If there’s one thing that’s working against Materialise, it’s the fact they are currently over-valued. With a very high P/E ratio, buying Materialise stocks right now is something we can only recommend to investors with high risk appetite.
5. Nano Dimension (NASDAQ: NNDM)
|Current Market Value||0.7700|
Nano Dimensions is far from the level of popularity and market capital as the previous entries in the list but is worth looking at for the meantime. This company has mainly focused on 3D printings of electronics and nanotechnology-based ink products. The DragonFly 2020 3D Printer, their flagship product, can print high-resolution circuit boards in just a few hours.
In 2018, the company established the Nano Dimensions HK to expand their reach to the Asia Pacific market. Together with their local partner, Shandong Guohui Investment, the company is hoping for enhanced market growth through joint scientific work.
The stock has performed poorly for most of the past year, massively dropping in value from a high of 2.84. Depending on the results of their expansion, this stock could be due to rebound soon. Even if now is not the time to buy into Nano Dimensions, this is a stock you should be keeping on your watch list.
6. ExOne (NASDAQ: XONE)
|Current Market Value||9.33|
ExOne is another relatively smaller 3D printing company that specializes in customizing 3D printing machines and products according to the needs of their customers. The company uses the proprietary Binder Jetting technology to manufacture complex engineering parts using a unique heatless technology to bind together industrial-grade materials such as metals and ceramics. Although they have a wide range of prototyping abilities, the client base for ExOne is not yet large enough to stimulate significant growth.
In terms of stock performance, ExOne still seems to be undervalued and is poised to experience further growth. With a stronger fundamental performance from the company, this stock seems to be waiting just for the right moment to break out.
Honorable Mention: HP (NYSE: HPQ)
|Current Market Value||20.15|
HP is already a little too big to be still considered a 3D printing company, although their contribution to mainstream development of the technology cannot be discounted. It developed the Multi Jet Fusion technology which has enjoyed mainstream acceptance. 3D printing seems to be a field that HP will continue to focus on, especially since CEO Dio Wesler has announced that they will start development on the technology to 3D print metal objects.

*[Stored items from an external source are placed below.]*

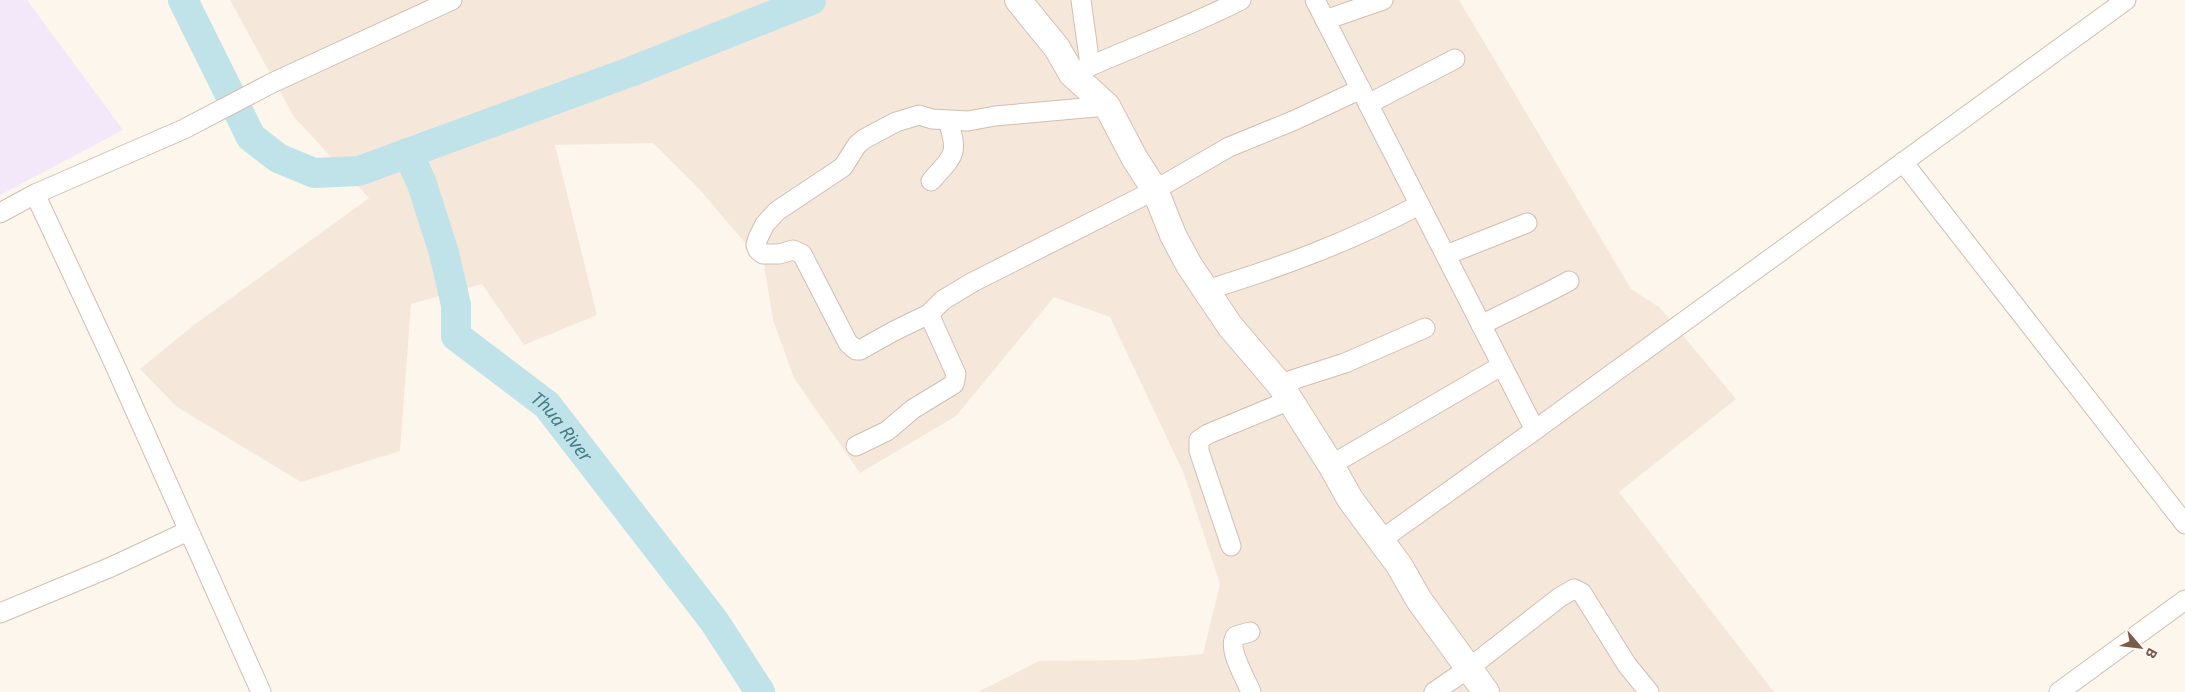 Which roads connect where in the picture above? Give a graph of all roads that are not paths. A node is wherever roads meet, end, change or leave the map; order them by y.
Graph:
1 (452, 0) edge
2 (1018, 0) edge
3 (1080, 0) edge
4 (1241, 0) edge
5 (1315, 0) edge
6 (1383, 0) edge
7 (2126, 0) edge
8 (1325, 20) junction
9 (1455, 59) dead end
10 (1081, 70) junction
11 (1364, 97) junction
12 (1106, 106) junction
13 (948, 121) junction
14 (1903, 162) junction
15 (931, 181) dead end
16 (1155, 190) junction
17 (35, 194) junction
18 (1419, 205) junction
19 (0, 213) edge
20 (1527, 223) dead end
21 (1446, 255) junction
22 (1569, 280) dead end
23 (1206, 290) junction
24 (929, 314) junction
25 (1481, 325) junction
26 (1425, 328) dead end
27 (1501, 366) junction
28 (1285, 393) junction
29 (1535, 430) junction
30 (856, 446) dead end
31 (1331, 465) junction
32 (2185, 524) edge
33 (188, 531) junction
34 (1381, 540) junction
35 (1231, 546) dead end
36 (2185, 600) edge
37 (0, 613) edge
38 (1250, 632) dead end
39 (1469, 668) junction
40 (261, 692) edge
41 (1251, 692) edge
42 (1434, 692) edge
43 (1486, 692) edge
44 (1649, 692) edge
45 (2059, 692) edge

1 - 17 street
2 - 10 street
3 - 10 street
4 - 10 street
5 - 8 street
6 - 8 street
7 - 14 street
8 - 11 street
9 - 11 street
10 - 12 street
11 - 16 street
11 - 18 street
12 - 13 street
12 - 16 street
13 - 15 street
13 - 24 street
14 - 29 street
14 - 32 street
16 - 23 street
16 - 24 street
17 - 19 street
17 - 33 street
18 - 21 street
18 - 23 street
20 - 21 street
21 - 25 street
22 - 25 street
23 - 28 street
24 - 30 street
25 - 27 street
26 - 28 street
27 - 29 street
27 - 31 street
28 - 31 street
28 - 35 street
29 - 34 street
31 - 34 street
33 - 37 street
33 - 40 street
34 - 39 street
36 - 45 street
38 - 41 street
39 - 42 street
39 - 43 street
39 - 44 street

Aside from coming up and releasing innovative technologies for 3D printing, HP seems to be committed to educating and training people to be proficient in 3D printing. In 2017, HP unveiled the first state-of-the-art laboratory that aims to help organizations develop and test the next generation of 3D printing applications. HP also owns one of the biggest 3D printing facilities in Guangdong, China, leveraging its location to take advantage of a massive Chinese manufacturing sector.

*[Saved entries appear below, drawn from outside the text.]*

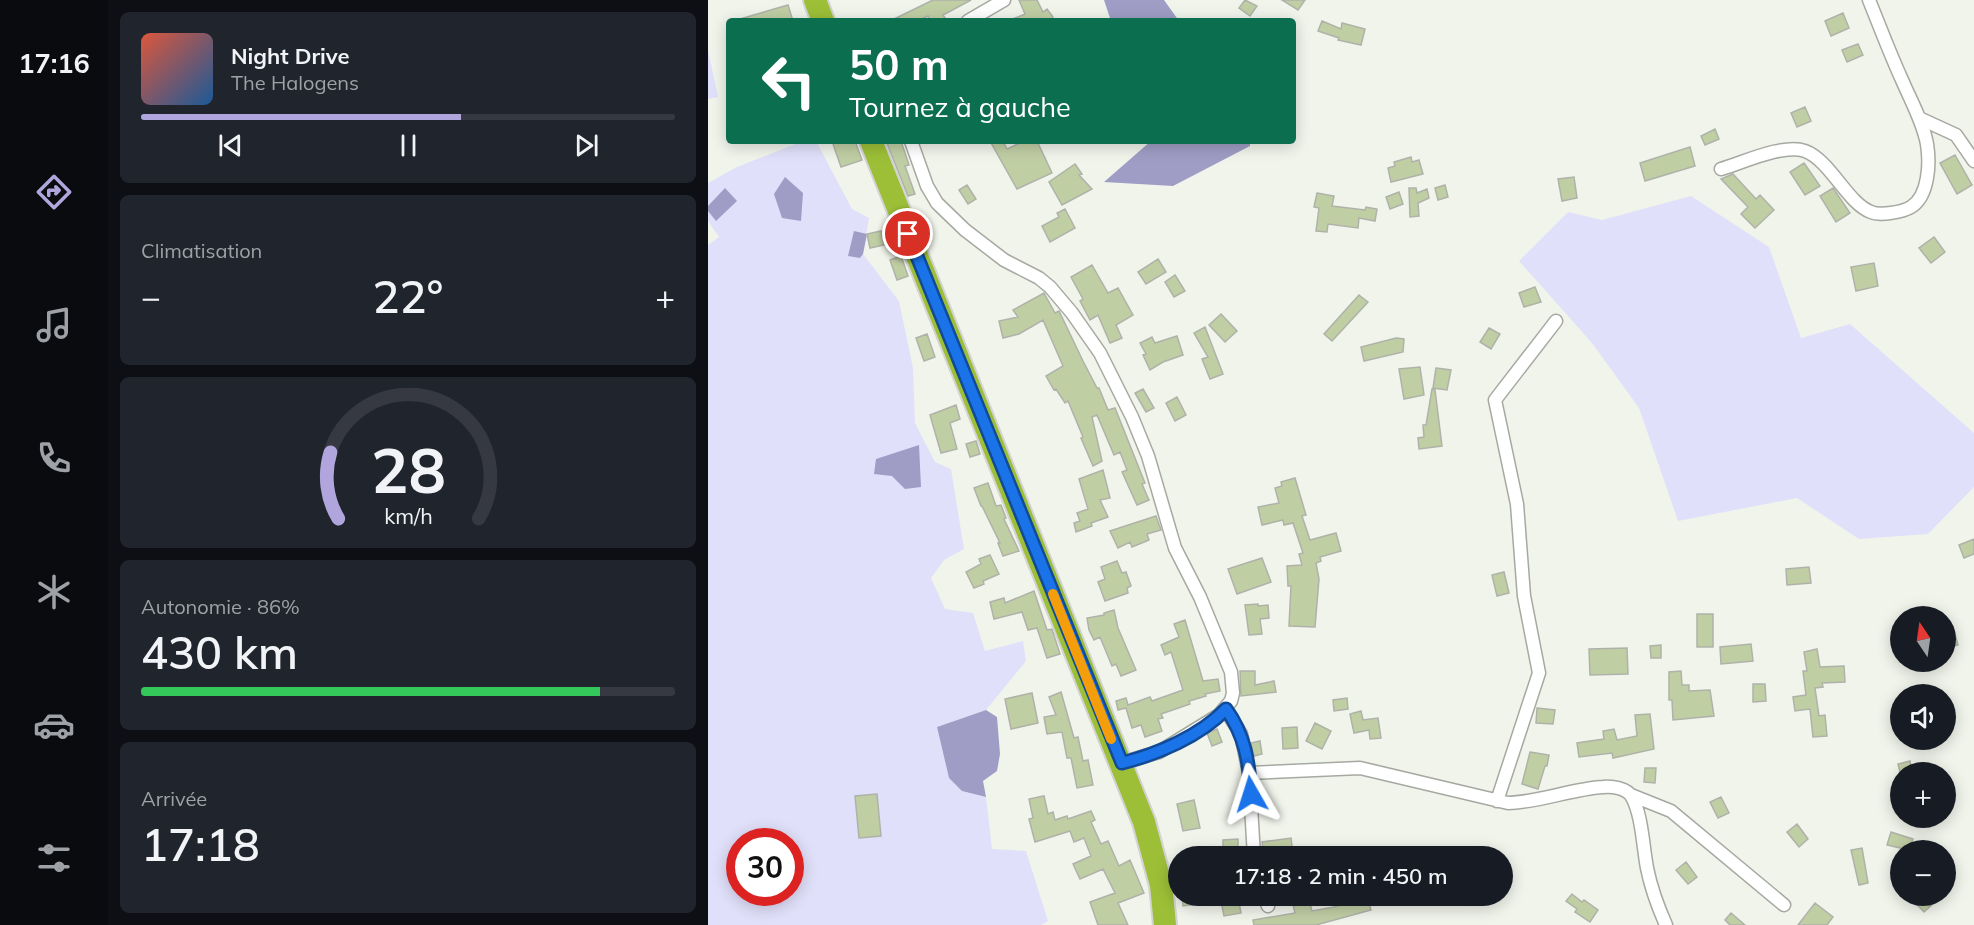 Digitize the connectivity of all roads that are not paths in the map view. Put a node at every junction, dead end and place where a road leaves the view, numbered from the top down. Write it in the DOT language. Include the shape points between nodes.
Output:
graph roads {
  1 [pos="815,0"];
  2 [pos="1004,0"];
  3 [pos="1869,0"];
  4 [pos="822,18"];
  5 [pos="973,18"];
  6 [pos="1919,118"];
  7 [pos="872,144"];
  8 [pos="912,144"];
  9 [pos="1974,161"];
  10 [pos="1721,169"];
  11 [pos="1556,321"];
  12 [pos="1226,709"];
  13 [pos="1122,763"];
  14 [pos="1250,773"];
  15 [pos="1631,795"];
  16 [pos="1497,801"];
  17 [pos="1254,846"];
  18 [pos="1784,906"];
  19 [pos="1165,925"];
  20 [pos="1666,925"];
  1 -- 4 [label="highway"];
  2 -- 5 [label="street"];
  3 -- 6 [label="street"];
  6 -- 9 [label="street" via="1956,135"];
  6 -- 10 [label="street" via="1927,144 1925,188 1917,203 1904,211 1871,213 1818,158 1804,150 1786,149"];
  7 -- 13 [label="highway"];
  8 -- 12 [label="street" via="937,203 965,231 1050,288 1100,353 1140,436 1175,548 1231,672 1233,693"];
  11 -- 16 [label="street" via="1495,400 1516,504 1524,596 1539,673"];
  12 -- 13 [label="street" via="1159,752"];
  12 -- 14 [label="street" via="1241,734"];
  13 -- 19 [label="highway" via="1153,851"];
  14 -- 16 [label="street" via="1360,768"];
  14 -- 17 [label="street"];
  15 -- 16 [label="street" via="1605,786 1527,803"];
  15 -- 18 [label="street" via="1671,811"];
  15 -- 20 [label="street" via="1647,869"];
}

As a stock, HP might be one of the safest and diversified companies you can pour your cash into. At its current price, the stock is heavily under-valued. The stock has reached a 52-week high of 27.08, which translate to a huge upside.

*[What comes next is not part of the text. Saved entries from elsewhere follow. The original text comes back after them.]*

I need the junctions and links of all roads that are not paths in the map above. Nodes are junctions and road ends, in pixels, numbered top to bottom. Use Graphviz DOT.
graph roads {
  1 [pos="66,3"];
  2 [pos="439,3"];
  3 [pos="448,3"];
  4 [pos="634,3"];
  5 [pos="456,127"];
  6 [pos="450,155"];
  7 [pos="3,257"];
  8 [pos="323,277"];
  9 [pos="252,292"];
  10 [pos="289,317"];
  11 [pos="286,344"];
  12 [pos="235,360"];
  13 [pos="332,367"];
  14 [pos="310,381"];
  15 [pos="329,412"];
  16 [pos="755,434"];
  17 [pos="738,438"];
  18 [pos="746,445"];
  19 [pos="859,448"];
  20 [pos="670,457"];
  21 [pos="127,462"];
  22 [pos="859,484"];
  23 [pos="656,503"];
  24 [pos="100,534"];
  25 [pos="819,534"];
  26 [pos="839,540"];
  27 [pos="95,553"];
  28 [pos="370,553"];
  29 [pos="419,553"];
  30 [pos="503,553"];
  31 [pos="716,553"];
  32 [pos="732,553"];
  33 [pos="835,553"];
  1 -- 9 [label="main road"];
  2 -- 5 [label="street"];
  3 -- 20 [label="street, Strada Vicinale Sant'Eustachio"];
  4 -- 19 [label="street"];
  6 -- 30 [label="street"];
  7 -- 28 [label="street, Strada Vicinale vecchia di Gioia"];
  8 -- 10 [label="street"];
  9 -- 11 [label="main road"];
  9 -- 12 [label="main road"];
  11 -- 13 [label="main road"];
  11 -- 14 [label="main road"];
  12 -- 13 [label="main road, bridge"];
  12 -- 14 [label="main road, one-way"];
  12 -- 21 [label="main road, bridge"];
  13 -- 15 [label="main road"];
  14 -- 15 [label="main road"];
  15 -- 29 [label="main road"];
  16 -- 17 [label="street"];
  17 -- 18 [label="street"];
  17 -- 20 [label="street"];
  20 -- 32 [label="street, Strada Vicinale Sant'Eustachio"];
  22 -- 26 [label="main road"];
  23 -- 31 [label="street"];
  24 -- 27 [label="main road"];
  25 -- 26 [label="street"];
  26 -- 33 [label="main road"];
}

The success that 3D printing companies have enjoyed at a global scale have proved that 3D printing technology is not a gimmick and has practical, real-world applications in some of the most important industries today. Of course, these companies operate at a scale that will dwarf that desktop 3D printer you have in your garage.
It’s very interesting to see how 3D printing technology continues to play an increasingly bigger role in the business and manufacturing fields. While this success isn’t likely to trickle down into desktop-scale 3D creators yet, buying stocks in one of the top companies is a good way to share in the benefits. Just remember that the technology is still young and far from established, and you may have to suffer through several ups and downs as a stockholder.